Ibn Taymiyya also inspired the father of the Wahhabi strain of Islam that is dominant in Saudi Arabia today, the 18th century cleric Muhammad ibn Abd al-Wahhab, who decreed that many Muslims had abandoned the practices of their ancestors. Wahhab believed Islamic theology had been corrupted by philosophy and mysticism. Many of the practices he banned were related to Sufism and Shi’ism, two forms of Islam he particularly abhorred.

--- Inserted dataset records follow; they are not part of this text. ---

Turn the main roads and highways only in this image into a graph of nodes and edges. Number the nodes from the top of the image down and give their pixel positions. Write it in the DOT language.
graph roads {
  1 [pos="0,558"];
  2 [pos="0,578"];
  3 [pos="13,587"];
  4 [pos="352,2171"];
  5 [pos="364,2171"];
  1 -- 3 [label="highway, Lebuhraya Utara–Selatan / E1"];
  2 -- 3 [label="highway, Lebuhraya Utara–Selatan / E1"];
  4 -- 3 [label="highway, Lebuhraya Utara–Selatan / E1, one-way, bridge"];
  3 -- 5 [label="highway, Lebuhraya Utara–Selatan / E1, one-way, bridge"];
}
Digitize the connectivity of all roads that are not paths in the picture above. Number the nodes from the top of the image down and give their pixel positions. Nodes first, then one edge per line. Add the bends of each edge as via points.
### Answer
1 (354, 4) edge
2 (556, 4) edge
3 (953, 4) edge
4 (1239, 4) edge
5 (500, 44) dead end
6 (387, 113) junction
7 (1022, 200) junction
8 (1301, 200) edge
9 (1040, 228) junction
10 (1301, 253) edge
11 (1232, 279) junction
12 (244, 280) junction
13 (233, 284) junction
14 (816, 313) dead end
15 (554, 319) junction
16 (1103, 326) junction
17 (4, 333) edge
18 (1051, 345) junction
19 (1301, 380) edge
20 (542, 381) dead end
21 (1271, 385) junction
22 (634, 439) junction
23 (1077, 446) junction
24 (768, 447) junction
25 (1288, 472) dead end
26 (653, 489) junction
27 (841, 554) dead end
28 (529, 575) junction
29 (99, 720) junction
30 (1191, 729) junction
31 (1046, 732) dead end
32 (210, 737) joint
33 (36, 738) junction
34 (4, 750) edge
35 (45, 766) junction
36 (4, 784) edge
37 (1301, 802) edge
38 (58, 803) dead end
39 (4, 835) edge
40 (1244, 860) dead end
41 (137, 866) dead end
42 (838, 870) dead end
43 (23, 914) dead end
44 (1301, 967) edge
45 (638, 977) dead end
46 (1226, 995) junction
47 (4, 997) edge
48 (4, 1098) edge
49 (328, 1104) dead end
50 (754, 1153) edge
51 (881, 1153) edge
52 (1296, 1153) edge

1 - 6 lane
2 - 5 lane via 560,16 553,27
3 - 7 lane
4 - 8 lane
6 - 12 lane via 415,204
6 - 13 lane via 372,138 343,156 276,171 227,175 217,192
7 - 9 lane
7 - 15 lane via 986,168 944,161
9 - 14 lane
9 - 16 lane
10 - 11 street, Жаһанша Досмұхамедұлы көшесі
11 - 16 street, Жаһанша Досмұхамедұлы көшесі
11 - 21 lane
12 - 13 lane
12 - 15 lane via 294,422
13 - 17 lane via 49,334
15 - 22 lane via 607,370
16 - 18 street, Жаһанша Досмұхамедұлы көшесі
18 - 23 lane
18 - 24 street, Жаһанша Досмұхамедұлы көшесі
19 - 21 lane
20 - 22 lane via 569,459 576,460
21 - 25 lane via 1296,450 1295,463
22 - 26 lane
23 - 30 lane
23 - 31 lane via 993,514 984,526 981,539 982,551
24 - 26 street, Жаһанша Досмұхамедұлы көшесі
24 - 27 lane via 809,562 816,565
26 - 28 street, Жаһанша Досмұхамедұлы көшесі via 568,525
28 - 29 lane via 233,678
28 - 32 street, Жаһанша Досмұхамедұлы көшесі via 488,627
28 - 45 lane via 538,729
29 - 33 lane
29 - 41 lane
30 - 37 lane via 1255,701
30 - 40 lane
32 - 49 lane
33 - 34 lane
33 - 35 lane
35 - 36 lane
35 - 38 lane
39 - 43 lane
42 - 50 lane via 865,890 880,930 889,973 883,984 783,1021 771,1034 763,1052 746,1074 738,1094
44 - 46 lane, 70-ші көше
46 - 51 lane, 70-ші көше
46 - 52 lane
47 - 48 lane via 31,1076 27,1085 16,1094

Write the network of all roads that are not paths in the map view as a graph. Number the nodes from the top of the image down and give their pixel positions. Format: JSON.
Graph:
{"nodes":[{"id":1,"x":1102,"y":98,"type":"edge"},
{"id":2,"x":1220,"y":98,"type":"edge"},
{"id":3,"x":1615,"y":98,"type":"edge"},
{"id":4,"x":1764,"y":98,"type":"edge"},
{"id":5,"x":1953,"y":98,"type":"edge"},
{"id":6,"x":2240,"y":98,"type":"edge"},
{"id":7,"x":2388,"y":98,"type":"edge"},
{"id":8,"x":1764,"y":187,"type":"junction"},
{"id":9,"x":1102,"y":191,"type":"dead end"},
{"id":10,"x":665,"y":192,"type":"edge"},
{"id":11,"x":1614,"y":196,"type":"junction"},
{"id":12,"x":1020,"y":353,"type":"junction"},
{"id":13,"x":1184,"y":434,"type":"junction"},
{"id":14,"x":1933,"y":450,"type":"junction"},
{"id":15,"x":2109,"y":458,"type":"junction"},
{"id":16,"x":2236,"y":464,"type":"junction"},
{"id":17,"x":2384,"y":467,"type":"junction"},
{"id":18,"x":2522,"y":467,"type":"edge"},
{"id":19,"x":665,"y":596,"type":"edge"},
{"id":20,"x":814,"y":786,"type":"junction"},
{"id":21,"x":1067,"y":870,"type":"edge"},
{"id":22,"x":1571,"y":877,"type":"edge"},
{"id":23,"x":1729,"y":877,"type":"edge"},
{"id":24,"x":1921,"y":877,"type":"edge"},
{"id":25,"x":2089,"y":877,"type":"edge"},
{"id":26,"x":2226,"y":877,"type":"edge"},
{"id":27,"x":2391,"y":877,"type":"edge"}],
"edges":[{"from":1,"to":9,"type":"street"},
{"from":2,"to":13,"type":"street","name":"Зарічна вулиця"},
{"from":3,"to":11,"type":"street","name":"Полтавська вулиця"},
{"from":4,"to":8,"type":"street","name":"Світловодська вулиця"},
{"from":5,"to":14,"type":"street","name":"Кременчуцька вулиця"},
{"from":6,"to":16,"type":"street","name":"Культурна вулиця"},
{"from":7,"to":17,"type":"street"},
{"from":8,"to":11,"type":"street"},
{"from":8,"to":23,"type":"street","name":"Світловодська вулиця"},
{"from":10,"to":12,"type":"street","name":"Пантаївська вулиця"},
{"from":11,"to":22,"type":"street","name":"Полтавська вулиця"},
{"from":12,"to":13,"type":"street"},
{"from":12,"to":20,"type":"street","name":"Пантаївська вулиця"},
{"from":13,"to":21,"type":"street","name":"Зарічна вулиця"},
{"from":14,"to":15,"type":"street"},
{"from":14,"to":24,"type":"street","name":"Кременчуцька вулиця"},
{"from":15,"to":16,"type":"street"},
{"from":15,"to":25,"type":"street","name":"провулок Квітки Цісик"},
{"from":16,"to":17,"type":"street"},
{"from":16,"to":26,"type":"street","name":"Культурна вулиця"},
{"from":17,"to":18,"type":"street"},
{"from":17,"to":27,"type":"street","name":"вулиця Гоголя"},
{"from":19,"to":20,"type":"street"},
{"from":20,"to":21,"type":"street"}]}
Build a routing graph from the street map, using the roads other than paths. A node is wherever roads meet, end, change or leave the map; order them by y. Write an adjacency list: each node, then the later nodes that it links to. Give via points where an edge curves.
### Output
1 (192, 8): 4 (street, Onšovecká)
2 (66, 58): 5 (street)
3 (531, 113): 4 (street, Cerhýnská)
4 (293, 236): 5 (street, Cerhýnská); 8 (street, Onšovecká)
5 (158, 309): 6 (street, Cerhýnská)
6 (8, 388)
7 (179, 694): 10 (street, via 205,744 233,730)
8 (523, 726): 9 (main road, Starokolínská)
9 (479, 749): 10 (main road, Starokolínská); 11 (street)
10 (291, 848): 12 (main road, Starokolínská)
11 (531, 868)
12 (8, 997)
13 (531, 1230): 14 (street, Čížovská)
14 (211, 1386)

Wahhab argued that Islamic law should be based on a literal interpretation of only two sources: the Koran and the Sunnah, a collection of the Prophet Muhammad’s sayings and stories about his life. (The word Sunnah means path, and it’s the root of the designation “Sunni” — those who follow the prophet’s path — the dominant sect in Islam.) Wahhab dismissed analogical reasoning and the consensus of scholars, two other sources that had helped Islamic law evolve and adapt to new realities over time.
Today, Saudi Arabia is built on an alliance between two powers: the ruling House of Saud and clerics who espouse Wahhabi doctrine. Wahhabis seek to return the religion to what they believe was its “pure” form, as practiced by Muhammad and his followers in 7th century Arabia. The Saudi regime has also used its oil wealth to export Wahhabi doctrine by building mosques and dispatching preachers throughout the Muslim world.
But radicalism needs more to breed than just rhetorical and religious inspiration. As Arab nationalist leaders and military rulers rose to power in parts of the Middle East in the 1950 and 60s, they violently suppressed Islamic movements, including peaceful ones. In Egypt, the regime of Gamal Abdel Nasser clamped down on the populist Muslim Brotherhood, and that helped lay the ideological foundations for the emergence of violent Islamic movements in the following decades.
The most militant thinker that emerged from that period was Sayyid Qutb, a Brotherhood leader who was swept up in Nasser’s crackdown. After enduring nine years of prison and torture, Qutb published a manifesto in 1964, Milestones Along the Road, in which he argued that the secular Arab nationalism of Nasser and others had led to authoritarianism and a new period of jahiliyya, a term that has particular resonance for Islamists because it refers to the pre-Islamic “dark ages.” Qutb declared that a new Muslim vanguard was needed to restore Islam to its role as “the leader of mankind,” and that all Arab rulers of his time had failed to apply Islamic law and should be removed from power. Qutb argued that it was not only legitimate, but a religious duty for “true” believers, to forcibly remove a leader who had allegedly strayed from Islam.
Nasser’s regime executed Qutb in 1966, but his ideas lived on and they inspired a new generation of militant leaders, especially Osama bin Laden and his deputy, Ayman al-Zawahiri, who is now the leader of al Qaeda after bin Laden’s death. And while Islamic State’s ideologues do not quote Qutb as frequently as al Qaeda’s leaders have, he clearly inspired the group’s rejection of contemporary Arab regimes and its effort to create a transnational state in parts of Syria and Iraq.
Like its predecessors, Islamic State reads Islam’s history and its foundational texts selectively, choosing the parts and thinkers who fit into its vision of Sunni dominance, brutality and constant war with pretty much everyone else.